WHAT YOU WILL DO →
Starting at the first line of the listing below, repeat each line exactly until you have repeated the one containing "wrist: (1297, 1154)"; skip the pictures.

EXTRACTED RECORDS →
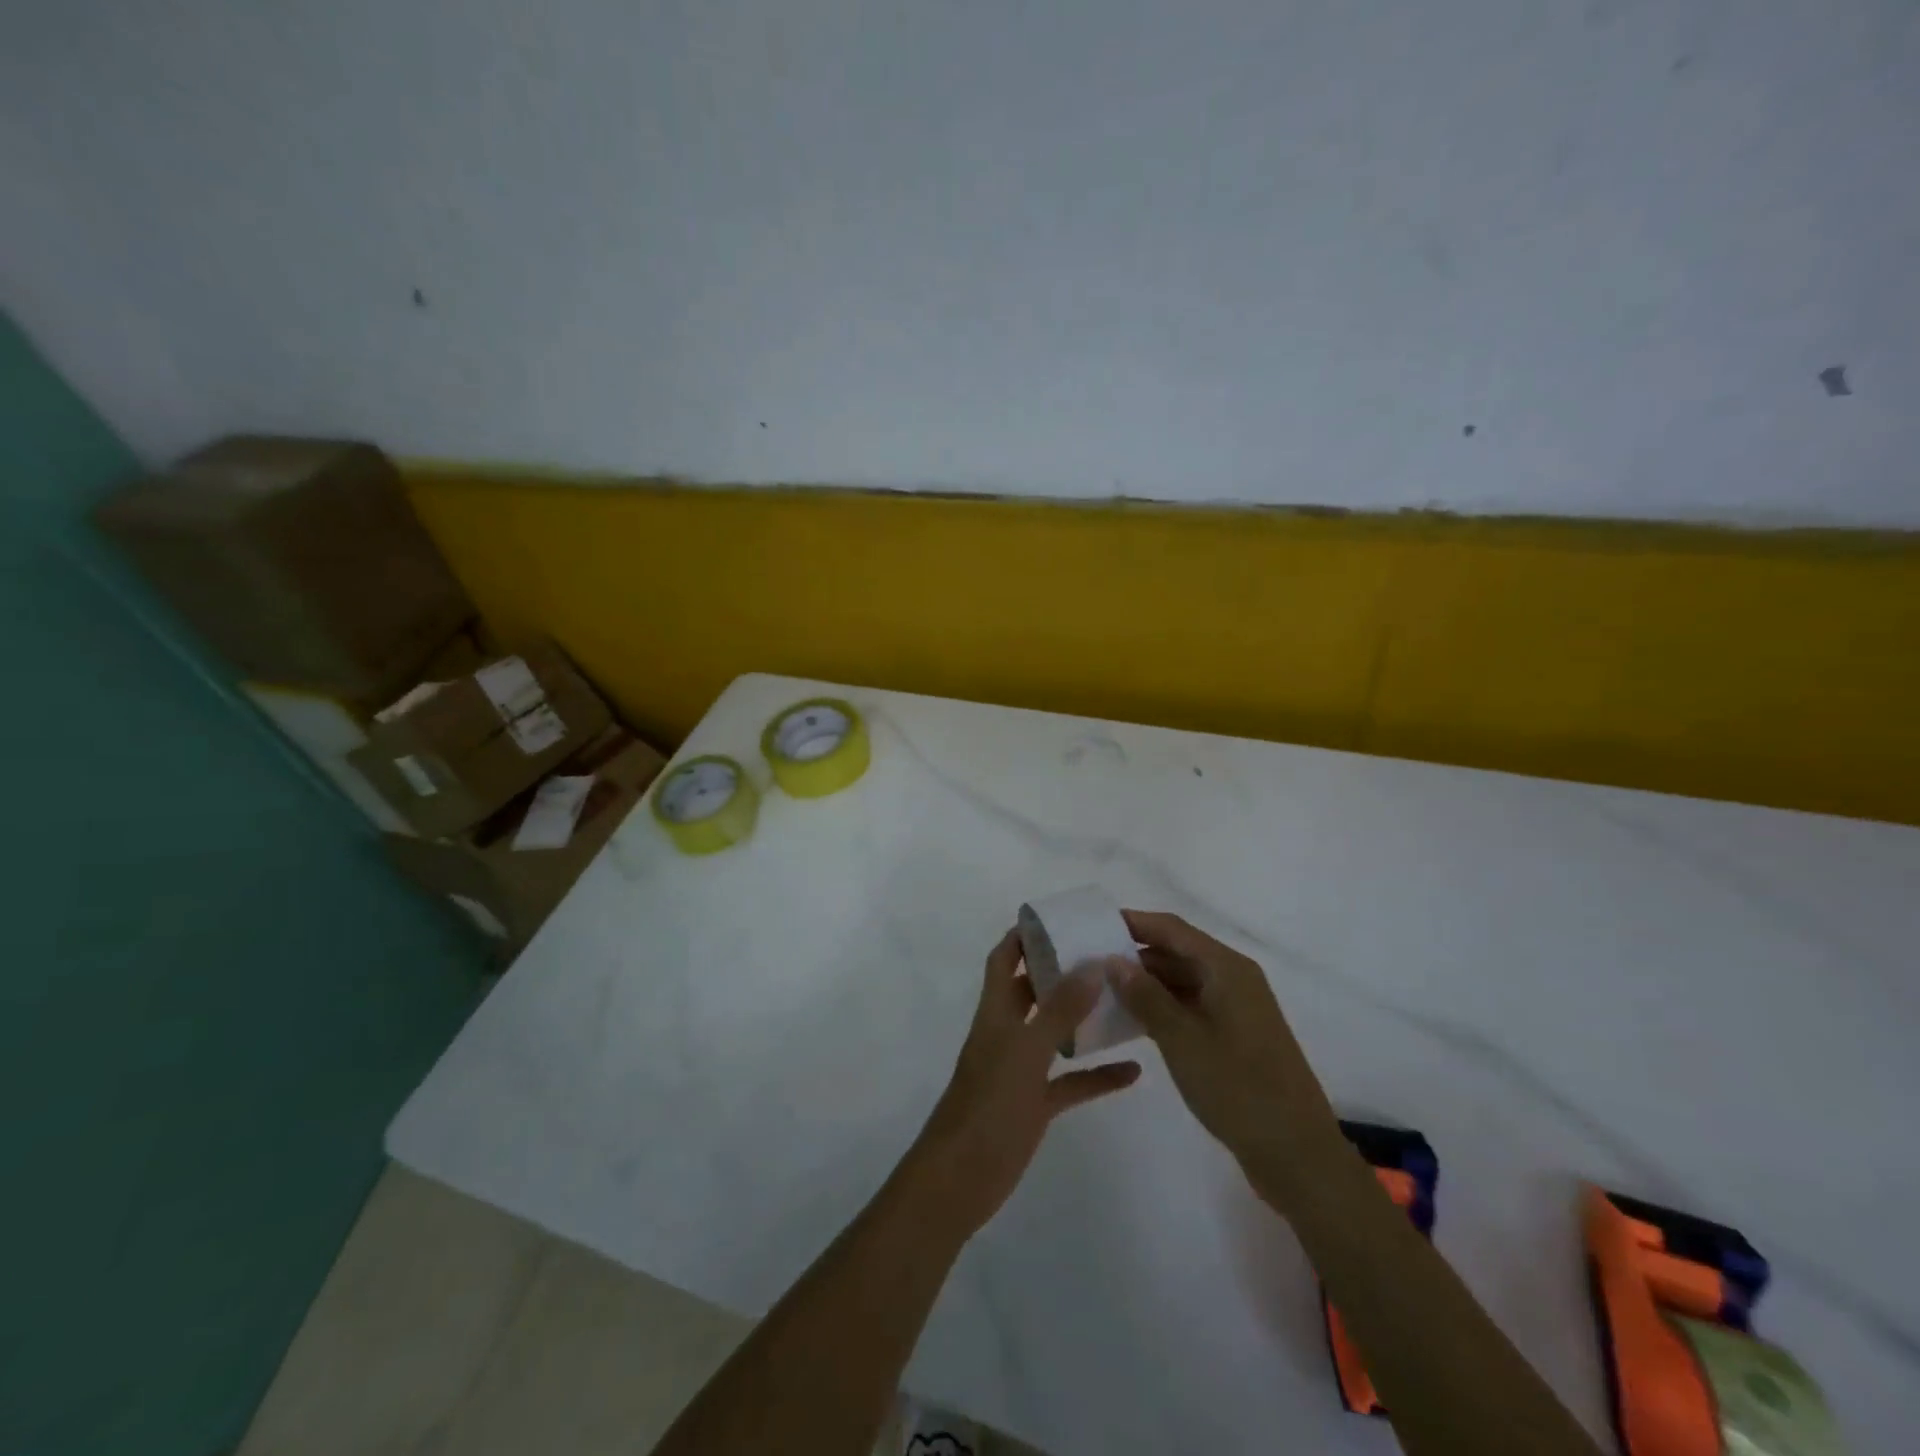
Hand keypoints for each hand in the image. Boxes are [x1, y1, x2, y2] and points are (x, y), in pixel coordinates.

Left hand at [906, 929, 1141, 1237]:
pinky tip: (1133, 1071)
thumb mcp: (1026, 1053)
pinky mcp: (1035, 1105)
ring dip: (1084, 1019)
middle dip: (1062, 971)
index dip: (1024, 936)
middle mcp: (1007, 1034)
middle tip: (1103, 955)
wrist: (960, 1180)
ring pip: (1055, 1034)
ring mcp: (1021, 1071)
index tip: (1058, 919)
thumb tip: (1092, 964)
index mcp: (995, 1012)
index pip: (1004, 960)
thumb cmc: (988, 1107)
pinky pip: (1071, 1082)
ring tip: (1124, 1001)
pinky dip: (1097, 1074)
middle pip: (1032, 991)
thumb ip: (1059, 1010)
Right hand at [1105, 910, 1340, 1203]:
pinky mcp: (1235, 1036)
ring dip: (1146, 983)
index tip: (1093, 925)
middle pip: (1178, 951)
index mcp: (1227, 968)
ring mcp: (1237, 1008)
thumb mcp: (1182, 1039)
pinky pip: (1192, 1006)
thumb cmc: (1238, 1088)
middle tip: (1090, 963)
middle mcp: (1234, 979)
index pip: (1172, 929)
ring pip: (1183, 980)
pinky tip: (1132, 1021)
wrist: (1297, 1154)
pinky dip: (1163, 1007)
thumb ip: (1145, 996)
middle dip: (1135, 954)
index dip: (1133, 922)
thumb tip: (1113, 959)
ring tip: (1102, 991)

EXPECTED ANSWER →
Hand keypoints for each hand in the image. Boxes are [x1, y1, x2, y2] and points are (x, y), in pixel coordinates.

Left hand at [906, 929, 1141, 1237]:
pinky tip: (1133, 1071)
thumb mcp: (1026, 1053)
pinky mcp: (1035, 1105)
ring dip: (1084, 1019)
middle dip: (1062, 971)
index dip: (1024, 936)
middle mcp: (1007, 1034)
middle tip: (1103, 955)
wrist: (960, 1180)
ring pip: (1055, 1034)
ring mcp: (1021, 1071)
index tip: (1058, 919)
thumb tip: (1092, 964)
index mcp: (995, 1012)
index pip: (1004, 960)
thumb cmc: (988, 1107)
pinky pip: (1071, 1082)
ring tip: (1124, 1001)
pinky dip: (1097, 1074)
middle pip: (1032, 991)
thumb ip: (1059, 1010)
Right hand at [1105, 910, 1340, 1203]:
pinky mcp: (1235, 1036)
ring dip: (1146, 983)
index tip: (1093, 925)
middle pip: (1178, 951)
index mcp: (1227, 968)
ring mcp: (1237, 1008)
thumb mcp: (1182, 1039)
pinky pip: (1192, 1006)
thumb cmc: (1238, 1088)
middle tip: (1090, 963)
middle mcp: (1234, 979)
index pip: (1172, 929)
ring pip: (1183, 980)
pinky tip: (1132, 1021)
wrist: (1297, 1154)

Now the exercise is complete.